The British government in London formally assented to the Franchise Bill, the Immigrant Restriction Bill, and then a Dealers’ Licensing Bill, which allowed municipal governments to deny or refuse to renew trading licenses to local Indian merchants (which, under white pressure, they were increasingly doing), without comment. The Crown’s approval was a crushing defeat, made more humiliating by the fact that many Indians felt that Gandhi’s outspoken efforts had only made whites angrier and guaranteed the bills’ passage.
12

If the situation for Indians was bad in Natal, it was even worse in the Boer Republic of the Transvaal. There no British Colonial Office or viceroy’s council in Calcutta had standing to offer even a token defense of Indian rights. The Boers were free to do what they liked. In 1895 they had in effect ordered Indian merchants into separate ghettos or “bazaars” on the edge of cities like Pretoria and Johannesburg.

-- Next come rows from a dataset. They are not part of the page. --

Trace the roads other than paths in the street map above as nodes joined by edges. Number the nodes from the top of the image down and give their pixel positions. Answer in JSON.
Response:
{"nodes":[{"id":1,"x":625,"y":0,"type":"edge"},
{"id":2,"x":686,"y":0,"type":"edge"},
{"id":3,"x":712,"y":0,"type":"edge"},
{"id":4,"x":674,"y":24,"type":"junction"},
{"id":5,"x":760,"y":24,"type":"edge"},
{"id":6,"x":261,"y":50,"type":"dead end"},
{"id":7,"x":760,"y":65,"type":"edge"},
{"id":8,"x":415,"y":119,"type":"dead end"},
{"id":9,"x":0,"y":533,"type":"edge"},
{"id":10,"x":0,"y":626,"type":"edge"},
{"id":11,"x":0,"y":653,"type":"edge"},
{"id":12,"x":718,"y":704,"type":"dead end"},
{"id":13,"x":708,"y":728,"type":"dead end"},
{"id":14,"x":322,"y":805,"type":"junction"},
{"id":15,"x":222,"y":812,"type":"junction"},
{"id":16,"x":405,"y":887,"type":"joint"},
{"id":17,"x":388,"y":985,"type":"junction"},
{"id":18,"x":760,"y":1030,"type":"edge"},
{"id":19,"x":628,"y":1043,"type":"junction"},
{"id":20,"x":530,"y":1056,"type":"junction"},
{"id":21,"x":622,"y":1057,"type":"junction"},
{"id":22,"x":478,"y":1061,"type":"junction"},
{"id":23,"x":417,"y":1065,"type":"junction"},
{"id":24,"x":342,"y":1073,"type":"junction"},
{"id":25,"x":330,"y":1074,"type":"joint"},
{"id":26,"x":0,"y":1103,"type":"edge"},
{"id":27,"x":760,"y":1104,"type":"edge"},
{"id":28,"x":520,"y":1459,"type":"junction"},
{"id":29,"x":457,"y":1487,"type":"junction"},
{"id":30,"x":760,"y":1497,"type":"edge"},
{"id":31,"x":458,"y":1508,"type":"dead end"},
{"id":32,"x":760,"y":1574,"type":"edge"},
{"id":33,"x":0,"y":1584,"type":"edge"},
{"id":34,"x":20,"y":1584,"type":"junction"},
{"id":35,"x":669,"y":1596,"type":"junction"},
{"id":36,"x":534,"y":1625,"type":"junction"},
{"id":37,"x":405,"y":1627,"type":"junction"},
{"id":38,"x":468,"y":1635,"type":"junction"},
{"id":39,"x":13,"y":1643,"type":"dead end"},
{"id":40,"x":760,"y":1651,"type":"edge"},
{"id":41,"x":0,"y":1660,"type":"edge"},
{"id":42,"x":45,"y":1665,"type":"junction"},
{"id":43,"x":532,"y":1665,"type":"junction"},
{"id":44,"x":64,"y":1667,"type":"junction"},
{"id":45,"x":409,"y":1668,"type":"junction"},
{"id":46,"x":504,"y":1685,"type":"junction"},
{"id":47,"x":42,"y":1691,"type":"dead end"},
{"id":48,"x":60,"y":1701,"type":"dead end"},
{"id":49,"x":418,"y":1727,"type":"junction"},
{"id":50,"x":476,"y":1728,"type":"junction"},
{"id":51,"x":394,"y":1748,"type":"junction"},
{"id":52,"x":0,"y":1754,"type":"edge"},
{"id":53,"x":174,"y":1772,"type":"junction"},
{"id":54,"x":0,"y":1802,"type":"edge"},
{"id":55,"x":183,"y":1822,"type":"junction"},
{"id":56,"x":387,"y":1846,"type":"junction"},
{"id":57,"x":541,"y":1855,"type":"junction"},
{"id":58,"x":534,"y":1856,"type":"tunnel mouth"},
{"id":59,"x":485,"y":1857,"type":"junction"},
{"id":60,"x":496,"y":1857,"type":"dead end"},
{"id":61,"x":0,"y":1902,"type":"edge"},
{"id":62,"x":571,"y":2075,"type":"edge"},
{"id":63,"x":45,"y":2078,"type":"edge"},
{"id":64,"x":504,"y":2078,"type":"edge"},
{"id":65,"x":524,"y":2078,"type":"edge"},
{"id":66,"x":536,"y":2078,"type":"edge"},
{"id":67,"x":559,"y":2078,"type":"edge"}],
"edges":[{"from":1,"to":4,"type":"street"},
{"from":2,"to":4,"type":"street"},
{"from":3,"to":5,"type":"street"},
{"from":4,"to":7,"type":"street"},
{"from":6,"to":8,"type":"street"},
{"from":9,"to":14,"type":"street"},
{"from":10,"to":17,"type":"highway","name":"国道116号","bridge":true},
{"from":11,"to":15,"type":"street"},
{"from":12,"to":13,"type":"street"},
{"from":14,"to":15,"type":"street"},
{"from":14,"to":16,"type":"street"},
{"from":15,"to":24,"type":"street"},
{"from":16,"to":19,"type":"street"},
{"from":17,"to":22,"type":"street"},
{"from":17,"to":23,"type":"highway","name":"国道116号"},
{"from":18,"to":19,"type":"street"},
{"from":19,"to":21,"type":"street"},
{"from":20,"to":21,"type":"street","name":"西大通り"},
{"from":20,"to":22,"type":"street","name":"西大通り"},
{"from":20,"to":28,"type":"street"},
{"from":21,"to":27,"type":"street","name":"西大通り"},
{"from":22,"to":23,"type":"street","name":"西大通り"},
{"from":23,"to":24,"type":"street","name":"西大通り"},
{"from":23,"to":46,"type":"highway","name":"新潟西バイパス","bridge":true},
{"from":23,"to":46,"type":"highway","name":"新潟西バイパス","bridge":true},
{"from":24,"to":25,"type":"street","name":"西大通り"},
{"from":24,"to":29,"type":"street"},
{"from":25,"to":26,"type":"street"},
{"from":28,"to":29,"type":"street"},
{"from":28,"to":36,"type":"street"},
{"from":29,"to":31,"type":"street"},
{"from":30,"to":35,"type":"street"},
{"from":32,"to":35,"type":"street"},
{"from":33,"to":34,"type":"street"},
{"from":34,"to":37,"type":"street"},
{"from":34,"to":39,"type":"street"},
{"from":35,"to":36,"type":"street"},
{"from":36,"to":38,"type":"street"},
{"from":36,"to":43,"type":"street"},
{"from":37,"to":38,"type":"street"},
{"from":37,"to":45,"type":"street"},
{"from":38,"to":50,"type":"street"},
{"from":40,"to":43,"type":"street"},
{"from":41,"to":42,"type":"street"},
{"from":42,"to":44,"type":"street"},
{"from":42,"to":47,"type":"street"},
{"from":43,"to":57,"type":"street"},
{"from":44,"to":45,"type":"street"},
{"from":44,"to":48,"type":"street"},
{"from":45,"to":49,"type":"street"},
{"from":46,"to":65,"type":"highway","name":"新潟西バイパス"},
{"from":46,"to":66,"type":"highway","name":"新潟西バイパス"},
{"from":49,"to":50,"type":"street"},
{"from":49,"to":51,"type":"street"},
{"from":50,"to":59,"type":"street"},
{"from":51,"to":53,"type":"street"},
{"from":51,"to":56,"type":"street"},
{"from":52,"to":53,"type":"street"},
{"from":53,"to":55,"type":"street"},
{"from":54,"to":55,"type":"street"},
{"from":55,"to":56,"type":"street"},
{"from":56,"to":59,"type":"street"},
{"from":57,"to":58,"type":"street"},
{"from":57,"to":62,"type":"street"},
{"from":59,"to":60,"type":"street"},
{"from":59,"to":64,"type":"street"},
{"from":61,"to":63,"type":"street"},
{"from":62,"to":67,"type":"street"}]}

The Indians protested and asked the Colonial Office to intervene, but even their old friend and protector Lord Ripon could do nothing. In August 1898 Gandhi managed to get a Transvaal court to hear an appeal of the bazaar restrictions, only to have the Boer judges resoundingly rule against him.

The blow was particularly bitter for Gandhi, coming at the worst possible time. Inside his beautiful house in Beach Grove, his family life was chaotic. He had had a spectacular quarrel with Kasturbai over a chamber pot. Gandhi had begun simplifying and downsizing his household, part of a growing self-denying puritanism in his personal and professional habits. At age thirty he suddenly decided that he could do many of the menial tasks he usually left to the servants or Kasturbai, like cooking, washing, and even (with hilarious results) cutting his own hair.

Another task was emptying the house’s chamber pots, a constant chore in a large house with a wife and three children, including his nephew, twelve servants and staff, and only one indoor toilet. One day, without thinking, he had ordered Kasturbai to carry out his law clerk’s chamber pot.

Kasturbai’s experiences in South Africa had not been happy ones, to say the least. She found the place totally alien and the people hostile, not to say violent. Gandhi’s insistence on running Beach Grove Villa like a European’s house meant that she had to give up the Hindu domestic rituals that were precious to her. In addition, Gandhi made her wear Western-style shoes, which pinched her feet, and a sari made in a strange Parsi design, because Gandhi told her the Parsis were “the most civilized” of the Indian immigrant communities.
13

Now he was commanding her to handle a stranger’s filth—an act of pollution fit only for an Indian of the lowest caste.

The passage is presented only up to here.